_Exercise instructions_. Every line of the entries with the word "interface" in it should be shown.

_Study material_.
-.-.-

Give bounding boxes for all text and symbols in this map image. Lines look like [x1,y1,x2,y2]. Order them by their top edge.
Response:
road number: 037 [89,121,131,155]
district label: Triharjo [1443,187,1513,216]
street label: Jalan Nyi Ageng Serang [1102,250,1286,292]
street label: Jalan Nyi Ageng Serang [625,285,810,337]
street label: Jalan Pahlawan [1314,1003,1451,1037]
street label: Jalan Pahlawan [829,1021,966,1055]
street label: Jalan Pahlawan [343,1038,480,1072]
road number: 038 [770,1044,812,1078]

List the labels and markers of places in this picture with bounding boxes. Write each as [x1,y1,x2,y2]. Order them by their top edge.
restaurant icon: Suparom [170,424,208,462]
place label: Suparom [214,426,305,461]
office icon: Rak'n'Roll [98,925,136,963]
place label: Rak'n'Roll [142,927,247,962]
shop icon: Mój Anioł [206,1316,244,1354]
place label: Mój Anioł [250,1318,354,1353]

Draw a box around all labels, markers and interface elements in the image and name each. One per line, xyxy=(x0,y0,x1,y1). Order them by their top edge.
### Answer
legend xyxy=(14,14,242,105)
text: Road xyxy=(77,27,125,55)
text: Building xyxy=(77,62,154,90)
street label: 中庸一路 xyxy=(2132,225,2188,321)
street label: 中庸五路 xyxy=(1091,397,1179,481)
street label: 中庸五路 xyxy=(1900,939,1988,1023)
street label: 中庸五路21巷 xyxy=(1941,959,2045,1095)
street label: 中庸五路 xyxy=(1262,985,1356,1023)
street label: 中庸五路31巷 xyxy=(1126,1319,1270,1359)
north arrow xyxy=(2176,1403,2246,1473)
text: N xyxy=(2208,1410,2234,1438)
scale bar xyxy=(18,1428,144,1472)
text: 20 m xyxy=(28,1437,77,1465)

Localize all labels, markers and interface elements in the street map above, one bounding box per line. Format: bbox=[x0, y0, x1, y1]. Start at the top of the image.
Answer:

-.-.-

_Problem solution_.
Draw a box around all labels, markers and interface elements in the image and name each. One per line, xyxy=(x0,y0,x1,y1). Order them by their top edge.
Localize all labels, markers and interface elements in the street map above, one bounding box per line. Format: bbox=[x0, y0, x1, y1]. Start at the top of the image.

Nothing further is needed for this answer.